Trauma ranks as the leading cause of death for persons up to 40 and third for all age groups. Since the mid-1980s, anesthesiologists, surgeons, emergency physicians, intensivists and other health care providers
have shown a dramatically increased interest in the perioperative anesthetic and critical care management of trauma. Trauma care has been a "growth industry" for
several reasons, among them: The level of trauma in developed countries continues to mount; the number of seriously injured patients reaching the hospital alive, and
thus requiring subsequent care, also is increasing as a by -product of improved EMS services. Today more hospitals are looking to trauma as a way to sustain
revenues in this era of health care reform (e.g., trauma is one of the few conditions that does not offer the option of an elective, "preapproved" approach).

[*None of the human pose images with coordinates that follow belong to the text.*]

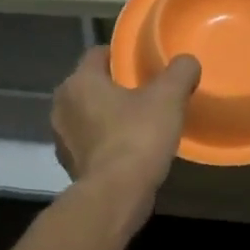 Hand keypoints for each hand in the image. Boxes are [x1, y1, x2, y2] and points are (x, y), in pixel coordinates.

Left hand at [51, 46, 200, 224]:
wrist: (116, 195)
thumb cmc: (137, 137)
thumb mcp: (168, 98)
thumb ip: (180, 72)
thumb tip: (187, 62)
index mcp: (79, 82)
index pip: (97, 54)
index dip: (121, 55)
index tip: (142, 64)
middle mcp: (62, 106)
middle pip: (91, 85)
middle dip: (115, 87)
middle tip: (146, 92)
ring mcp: (62, 139)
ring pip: (88, 115)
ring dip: (108, 116)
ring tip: (139, 122)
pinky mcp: (69, 165)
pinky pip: (90, 143)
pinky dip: (105, 142)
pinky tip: (129, 149) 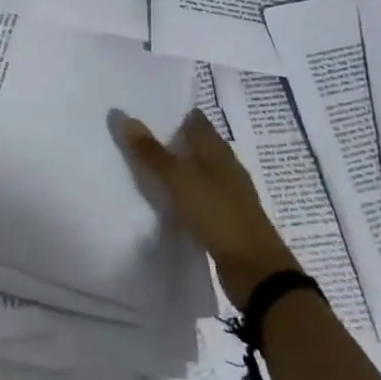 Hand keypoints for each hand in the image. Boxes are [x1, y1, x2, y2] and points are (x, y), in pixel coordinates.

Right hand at [121, 109, 298, 307]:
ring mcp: (228, 194)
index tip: (147, 110)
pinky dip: (183, 193)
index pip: (196, 121)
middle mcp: (226, 167)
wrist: (255, 269)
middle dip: (173, 140)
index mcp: (218, 151)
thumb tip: (125, 117)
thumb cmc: (218, 214)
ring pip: (199, 172)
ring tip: (146, 166)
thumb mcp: (180, 180)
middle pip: (198, 145)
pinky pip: (199, 197)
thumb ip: (152, 153)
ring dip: (178, 168)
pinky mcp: (225, 219)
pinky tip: (167, 200)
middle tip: (138, 137)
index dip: (175, 113) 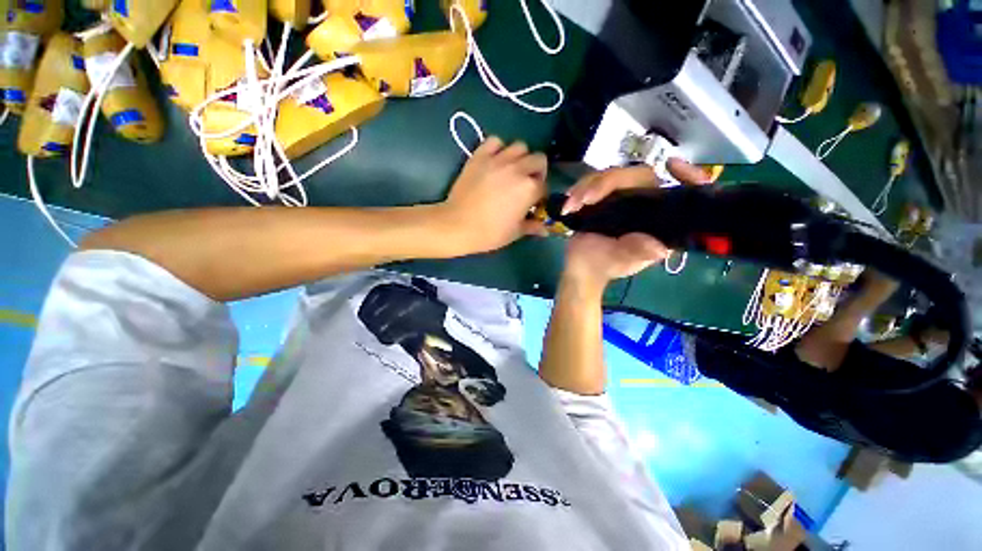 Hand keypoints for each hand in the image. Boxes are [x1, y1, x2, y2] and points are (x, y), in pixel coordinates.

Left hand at [437, 137, 547, 254]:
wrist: (458, 225)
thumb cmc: (490, 232)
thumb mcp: (515, 232)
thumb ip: (533, 227)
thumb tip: (545, 230)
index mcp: (529, 188)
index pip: (544, 185)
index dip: (541, 195)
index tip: (534, 202)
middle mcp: (518, 169)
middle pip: (538, 160)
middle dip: (537, 172)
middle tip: (527, 184)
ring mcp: (498, 160)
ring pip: (520, 146)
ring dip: (521, 157)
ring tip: (512, 171)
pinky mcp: (480, 156)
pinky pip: (495, 141)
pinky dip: (498, 147)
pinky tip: (495, 160)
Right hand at [561, 159, 712, 288]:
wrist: (581, 267)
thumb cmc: (604, 266)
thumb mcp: (621, 262)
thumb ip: (636, 253)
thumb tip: (660, 249)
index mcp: (660, 222)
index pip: (683, 193)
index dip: (687, 176)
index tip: (671, 165)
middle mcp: (647, 205)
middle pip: (639, 176)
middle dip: (609, 183)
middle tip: (585, 200)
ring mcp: (625, 198)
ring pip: (613, 176)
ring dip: (588, 187)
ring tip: (571, 205)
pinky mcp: (606, 197)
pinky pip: (596, 181)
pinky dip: (580, 189)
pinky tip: (569, 202) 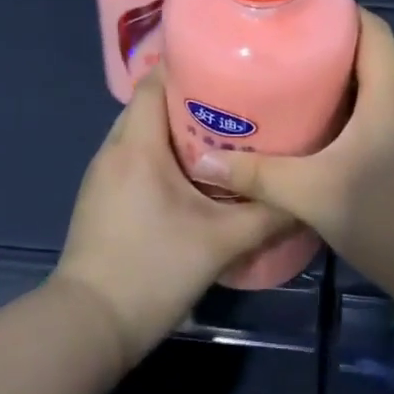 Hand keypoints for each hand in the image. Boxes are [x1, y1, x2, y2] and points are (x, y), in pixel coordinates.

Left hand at [55, 69, 293, 368]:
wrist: (88, 327)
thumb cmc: (152, 270)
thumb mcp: (220, 243)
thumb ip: (267, 216)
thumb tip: (305, 198)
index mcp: (137, 145)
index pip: (155, 81)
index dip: (188, 65)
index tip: (227, 65)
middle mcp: (114, 149)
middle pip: (150, 103)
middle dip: (189, 96)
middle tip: (236, 101)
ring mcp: (102, 175)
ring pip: (141, 131)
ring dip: (175, 127)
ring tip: (221, 133)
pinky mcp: (100, 198)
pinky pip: (133, 156)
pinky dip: (160, 152)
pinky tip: (192, 174)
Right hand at [188, 11, 393, 306]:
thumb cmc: (387, 215)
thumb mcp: (313, 193)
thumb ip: (259, 175)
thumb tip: (205, 160)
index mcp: (389, 92)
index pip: (373, 29)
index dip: (341, 11)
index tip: (299, 9)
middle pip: (367, 57)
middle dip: (325, 49)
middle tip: (277, 51)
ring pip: (370, 90)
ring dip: (334, 85)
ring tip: (286, 88)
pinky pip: (375, 118)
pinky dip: (346, 115)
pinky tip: (314, 135) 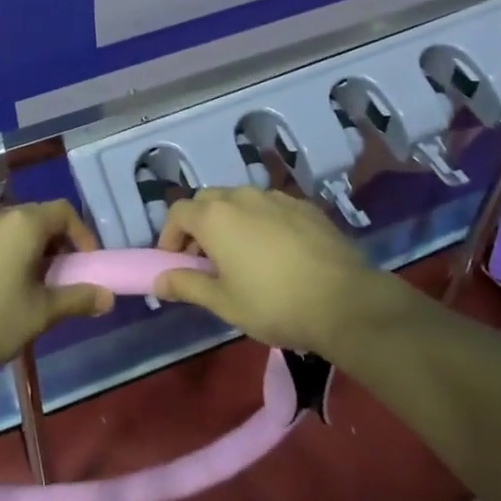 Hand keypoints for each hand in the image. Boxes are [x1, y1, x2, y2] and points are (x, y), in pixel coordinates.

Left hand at [0, 201, 114, 377]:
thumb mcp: (40, 314)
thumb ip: (76, 299)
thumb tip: (108, 296)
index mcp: (23, 224)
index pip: (64, 211)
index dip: (82, 233)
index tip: (88, 263)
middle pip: (34, 219)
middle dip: (53, 245)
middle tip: (58, 279)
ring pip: (5, 232)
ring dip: (21, 252)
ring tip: (22, 288)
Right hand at [152, 187, 395, 353]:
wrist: (343, 300)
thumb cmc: (273, 304)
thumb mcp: (224, 303)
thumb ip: (187, 286)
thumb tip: (157, 281)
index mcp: (215, 216)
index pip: (177, 213)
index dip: (169, 236)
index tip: (174, 263)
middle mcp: (241, 196)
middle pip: (206, 201)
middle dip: (198, 226)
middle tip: (204, 261)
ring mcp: (274, 196)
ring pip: (239, 201)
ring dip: (230, 222)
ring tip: (241, 257)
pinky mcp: (303, 205)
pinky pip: (270, 207)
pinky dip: (261, 223)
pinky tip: (276, 254) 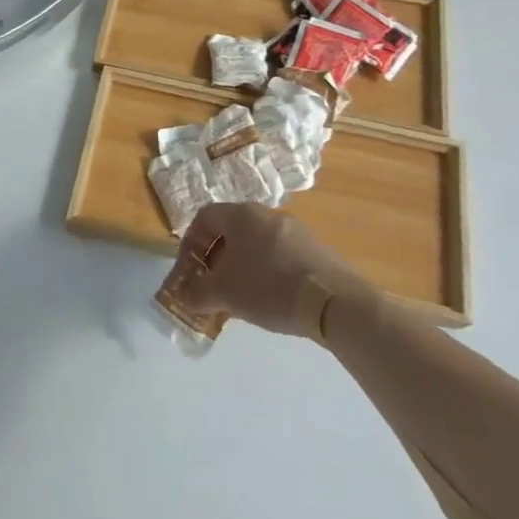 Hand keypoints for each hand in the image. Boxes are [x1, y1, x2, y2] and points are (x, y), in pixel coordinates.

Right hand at [169, 203, 377, 339]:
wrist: (335, 303)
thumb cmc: (269, 288)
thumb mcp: (223, 294)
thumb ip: (195, 293)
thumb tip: (183, 297)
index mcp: (241, 215)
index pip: (203, 218)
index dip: (189, 244)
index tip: (188, 271)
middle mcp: (267, 214)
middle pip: (229, 231)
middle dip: (213, 260)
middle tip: (210, 287)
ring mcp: (295, 231)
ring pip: (254, 245)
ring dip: (239, 268)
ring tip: (237, 299)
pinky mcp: (315, 250)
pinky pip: (277, 256)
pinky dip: (264, 273)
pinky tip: (268, 300) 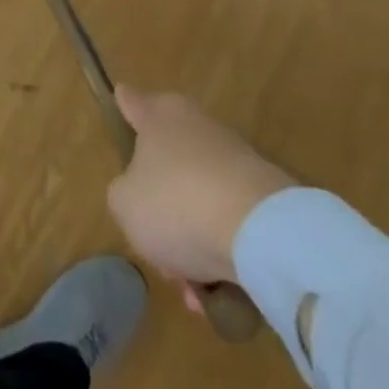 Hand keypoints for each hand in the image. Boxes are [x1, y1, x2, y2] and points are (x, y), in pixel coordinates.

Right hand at [106, 87, 295, 287]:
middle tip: (155, 244)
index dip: (125, 103)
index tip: (122, 96)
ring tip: (191, 288)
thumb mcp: (125, 204)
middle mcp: (196, 126)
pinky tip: (217, 293)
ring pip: (199, 199)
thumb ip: (123, 194)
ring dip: (193, 239)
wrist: (260, 231)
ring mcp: (235, 157)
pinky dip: (222, 253)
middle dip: (161, 205)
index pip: (134, 102)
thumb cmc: (177, 204)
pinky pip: (230, 223)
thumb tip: (140, 193)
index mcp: (159, 116)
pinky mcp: (266, 194)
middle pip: (168, 161) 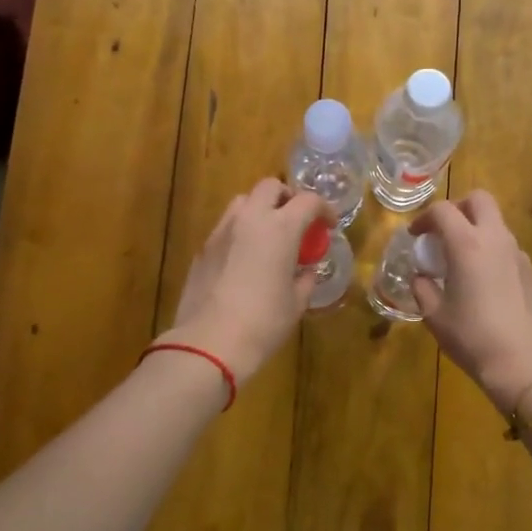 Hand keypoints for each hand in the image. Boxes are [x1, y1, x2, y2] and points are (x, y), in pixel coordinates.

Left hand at [158, 178, 328, 385]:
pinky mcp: (203, 249)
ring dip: (260, 210)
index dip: (324, 209)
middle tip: (297, 221)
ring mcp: (221, 232)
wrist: (209, 343)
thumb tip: (306, 270)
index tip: (328, 225)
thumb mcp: (296, 303)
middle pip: (270, 187)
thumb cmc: (263, 323)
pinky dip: (241, 231)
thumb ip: (305, 279)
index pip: (308, 201)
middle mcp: (249, 220)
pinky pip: (226, 227)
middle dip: (288, 198)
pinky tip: (246, 259)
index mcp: (280, 229)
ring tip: (269, 236)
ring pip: (243, 202)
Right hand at [410, 191, 531, 412]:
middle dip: (457, 207)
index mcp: (467, 245)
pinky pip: (507, 246)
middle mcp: (496, 240)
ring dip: (475, 229)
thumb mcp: (435, 316)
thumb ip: (423, 288)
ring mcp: (518, 254)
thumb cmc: (472, 337)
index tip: (415, 236)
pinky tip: (481, 280)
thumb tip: (421, 277)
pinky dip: (490, 249)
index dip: (424, 218)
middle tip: (442, 232)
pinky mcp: (531, 271)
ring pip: (496, 222)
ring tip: (459, 259)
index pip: (443, 211)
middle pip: (479, 200)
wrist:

The incidence of trauma is projected to increase and, because medical practice in the field is improving dramatically, the number of trauma patients reaching the
hospital alive will continue to grow. Thus, trauma management will become an increasingly large part of hospital-based practice. As trauma does not discriminate, a
wide range of patients and injury types is encountered: cardiac, orthopedic, maxillofacial, thoracoabdominal, neurologic, obstetric, pediatric, etc. Also, the number of
elective follow-up procedures and ambulatory cases is increasing. Both general and regional anesthesia, as well as various postoperative pain management
techniques, are employed.
Currently, very few health care providers actually specialize in trauma, yet most are involved in the care of trauma patients by sheer necessity. Until recently, the
knowledge and skills necessary to perform this function have been obtained empirically; however, this emergency on-the-job training should no longer suffice.
The field of trauma anesthesia and critical care addresses a wide range of topics from the pre-hospital arena (e.g., helicopter transport) to intrahospital functions (i.e.,
ER, OR, ICU). First and foremost, the trauma care provider functions in the clinical sphere as an important member of the trauma team. As surgical care expands to
encompass more complex and challenging procedures, the traumatologist must also grow to cope with the inherent new demands, not only in the operating room, but
also in the perioperative arena. Second, as the role of the traumatologist expands within the hospital, it also starts to encompass areas outside the facility environs, for
example, in the development and management of EMS systems.